Prochain élargissement de l’UE : un impératif géopolitique, des choix difficiles à faire

L’invasion de l’Ukraine par la Russie en 2022 affecte la géopolitique du continent européen comme aucun événement depuis 1989 et la fin de la guerre froide, précipitant l’élargissement de l’OTAN à la Finlande et bientôt la Suède, la création de la Communauté politique européenne et l’ouverture de l’Union à de nouveaux membres. Hans Kribbe et Luuk van Middelaar, de l’Institut bruxellois de géopolitique, analyse les choix difficiles qui nous attendent

Qu’est-ce qui fait de l’élargissement de l’UE un impératif géostratégique ?
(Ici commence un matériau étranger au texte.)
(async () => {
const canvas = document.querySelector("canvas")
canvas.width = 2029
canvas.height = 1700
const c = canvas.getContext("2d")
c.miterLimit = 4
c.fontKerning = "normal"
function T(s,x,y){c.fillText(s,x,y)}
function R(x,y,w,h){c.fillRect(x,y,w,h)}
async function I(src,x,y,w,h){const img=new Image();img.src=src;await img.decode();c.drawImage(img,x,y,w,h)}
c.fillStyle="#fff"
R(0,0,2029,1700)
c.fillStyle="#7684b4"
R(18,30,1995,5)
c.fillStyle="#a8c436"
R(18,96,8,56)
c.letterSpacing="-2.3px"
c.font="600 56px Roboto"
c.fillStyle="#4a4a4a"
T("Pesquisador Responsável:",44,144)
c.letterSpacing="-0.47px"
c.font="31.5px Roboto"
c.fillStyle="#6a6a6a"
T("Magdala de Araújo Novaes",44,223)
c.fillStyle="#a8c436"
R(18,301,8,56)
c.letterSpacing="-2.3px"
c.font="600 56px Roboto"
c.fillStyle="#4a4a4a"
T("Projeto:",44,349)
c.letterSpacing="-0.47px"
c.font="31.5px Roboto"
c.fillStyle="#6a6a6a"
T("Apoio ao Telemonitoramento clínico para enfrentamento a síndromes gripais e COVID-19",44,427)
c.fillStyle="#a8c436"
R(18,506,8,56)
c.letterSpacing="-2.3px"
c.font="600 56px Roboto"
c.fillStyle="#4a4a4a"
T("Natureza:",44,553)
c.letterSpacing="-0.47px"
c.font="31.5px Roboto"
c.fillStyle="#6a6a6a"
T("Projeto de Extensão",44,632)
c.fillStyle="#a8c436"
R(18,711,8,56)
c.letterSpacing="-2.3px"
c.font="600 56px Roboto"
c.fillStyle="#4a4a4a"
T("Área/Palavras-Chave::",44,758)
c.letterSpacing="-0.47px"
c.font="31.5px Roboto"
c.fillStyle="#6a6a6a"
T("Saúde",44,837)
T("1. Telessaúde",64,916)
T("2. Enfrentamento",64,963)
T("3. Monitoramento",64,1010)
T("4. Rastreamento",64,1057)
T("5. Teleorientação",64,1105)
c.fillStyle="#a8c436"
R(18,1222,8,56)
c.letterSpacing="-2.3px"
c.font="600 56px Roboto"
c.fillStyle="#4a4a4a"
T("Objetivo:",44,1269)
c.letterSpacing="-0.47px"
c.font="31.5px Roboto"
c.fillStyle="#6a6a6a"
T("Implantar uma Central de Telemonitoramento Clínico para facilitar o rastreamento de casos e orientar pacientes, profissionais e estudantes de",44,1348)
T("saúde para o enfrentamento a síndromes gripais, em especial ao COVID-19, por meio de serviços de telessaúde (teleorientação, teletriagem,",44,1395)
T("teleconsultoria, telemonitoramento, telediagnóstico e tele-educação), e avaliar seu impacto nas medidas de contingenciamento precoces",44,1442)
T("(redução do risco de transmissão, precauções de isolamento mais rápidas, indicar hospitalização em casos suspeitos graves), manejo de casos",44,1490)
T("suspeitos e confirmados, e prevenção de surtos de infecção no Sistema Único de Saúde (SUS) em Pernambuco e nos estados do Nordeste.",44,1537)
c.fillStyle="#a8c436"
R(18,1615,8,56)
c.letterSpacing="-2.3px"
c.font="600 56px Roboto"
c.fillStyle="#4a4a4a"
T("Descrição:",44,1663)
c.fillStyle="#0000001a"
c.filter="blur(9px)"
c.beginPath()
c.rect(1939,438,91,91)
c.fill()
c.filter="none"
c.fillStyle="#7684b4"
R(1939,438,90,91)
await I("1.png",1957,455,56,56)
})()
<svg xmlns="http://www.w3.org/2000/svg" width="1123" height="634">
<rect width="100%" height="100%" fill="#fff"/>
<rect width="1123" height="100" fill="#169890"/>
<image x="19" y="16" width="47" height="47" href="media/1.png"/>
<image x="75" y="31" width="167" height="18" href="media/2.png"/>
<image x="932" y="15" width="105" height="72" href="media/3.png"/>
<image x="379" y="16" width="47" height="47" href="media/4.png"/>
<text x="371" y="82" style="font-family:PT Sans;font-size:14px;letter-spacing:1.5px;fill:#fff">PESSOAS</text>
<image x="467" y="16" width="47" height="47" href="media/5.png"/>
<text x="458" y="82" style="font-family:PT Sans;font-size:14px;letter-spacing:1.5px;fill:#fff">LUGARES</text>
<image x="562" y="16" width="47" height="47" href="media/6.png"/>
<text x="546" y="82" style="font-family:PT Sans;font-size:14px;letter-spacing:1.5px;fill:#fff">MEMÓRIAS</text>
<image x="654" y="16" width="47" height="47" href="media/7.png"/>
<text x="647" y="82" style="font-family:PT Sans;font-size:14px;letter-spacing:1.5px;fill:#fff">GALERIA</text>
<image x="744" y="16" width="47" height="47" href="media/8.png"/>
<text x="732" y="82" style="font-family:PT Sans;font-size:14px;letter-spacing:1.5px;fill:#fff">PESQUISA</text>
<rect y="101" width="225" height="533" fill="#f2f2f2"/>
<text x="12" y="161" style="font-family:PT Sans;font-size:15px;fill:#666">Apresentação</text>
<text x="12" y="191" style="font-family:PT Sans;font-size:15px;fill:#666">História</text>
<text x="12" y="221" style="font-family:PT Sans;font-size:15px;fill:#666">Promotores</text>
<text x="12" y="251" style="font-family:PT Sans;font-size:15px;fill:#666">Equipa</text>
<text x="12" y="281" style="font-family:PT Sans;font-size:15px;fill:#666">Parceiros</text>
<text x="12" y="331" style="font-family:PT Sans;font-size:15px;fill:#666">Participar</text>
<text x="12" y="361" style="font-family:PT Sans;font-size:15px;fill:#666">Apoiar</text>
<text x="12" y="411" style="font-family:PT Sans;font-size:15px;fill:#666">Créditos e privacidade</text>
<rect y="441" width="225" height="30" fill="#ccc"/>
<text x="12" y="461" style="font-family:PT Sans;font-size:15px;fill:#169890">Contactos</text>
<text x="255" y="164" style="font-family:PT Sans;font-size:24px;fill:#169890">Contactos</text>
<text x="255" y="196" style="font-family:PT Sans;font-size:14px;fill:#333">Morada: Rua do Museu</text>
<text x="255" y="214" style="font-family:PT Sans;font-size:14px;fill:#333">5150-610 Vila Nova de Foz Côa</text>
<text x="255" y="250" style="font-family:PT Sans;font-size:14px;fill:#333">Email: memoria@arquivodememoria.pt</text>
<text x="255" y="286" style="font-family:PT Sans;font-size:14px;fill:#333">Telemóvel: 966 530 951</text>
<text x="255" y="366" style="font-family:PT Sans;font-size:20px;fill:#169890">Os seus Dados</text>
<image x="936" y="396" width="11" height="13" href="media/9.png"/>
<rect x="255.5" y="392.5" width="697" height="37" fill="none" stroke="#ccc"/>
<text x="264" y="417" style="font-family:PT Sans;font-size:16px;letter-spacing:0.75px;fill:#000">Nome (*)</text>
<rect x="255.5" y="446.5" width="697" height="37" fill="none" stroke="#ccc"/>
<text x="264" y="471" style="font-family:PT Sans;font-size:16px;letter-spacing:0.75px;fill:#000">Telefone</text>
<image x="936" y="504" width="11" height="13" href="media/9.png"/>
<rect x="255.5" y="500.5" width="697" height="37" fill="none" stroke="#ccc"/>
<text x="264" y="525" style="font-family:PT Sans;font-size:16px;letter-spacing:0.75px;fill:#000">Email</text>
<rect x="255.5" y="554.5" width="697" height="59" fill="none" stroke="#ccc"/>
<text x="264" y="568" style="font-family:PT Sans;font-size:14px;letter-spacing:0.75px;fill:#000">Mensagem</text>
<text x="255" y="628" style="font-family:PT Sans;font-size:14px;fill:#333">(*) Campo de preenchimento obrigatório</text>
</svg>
Les zones grises ou tampons intermédiaires comme l’Ukraine, la Moldavie ou la Géorgie, pris en sandwich entre Russie et UE n’existent plus. Une ligne de fracture stratégique traverse désormais le continent, il est dans l’intérêt stratégique de l’Union d’intégrer fermement et définitivement les États de « notre » côté, c’est devenu une priorité majeure.

De même pour les six États des Balkans occidentaux actuellement dans la salle d’attente d’adhésion (l’Albanie, la Bosnie-Herzégovine, le Kosovo, le Monténégro, la Macédoine du Nord et la Serbie). Cela signifie que l’Union doit maintenant se préparer à l’adhésion de neuf nouveaux membres.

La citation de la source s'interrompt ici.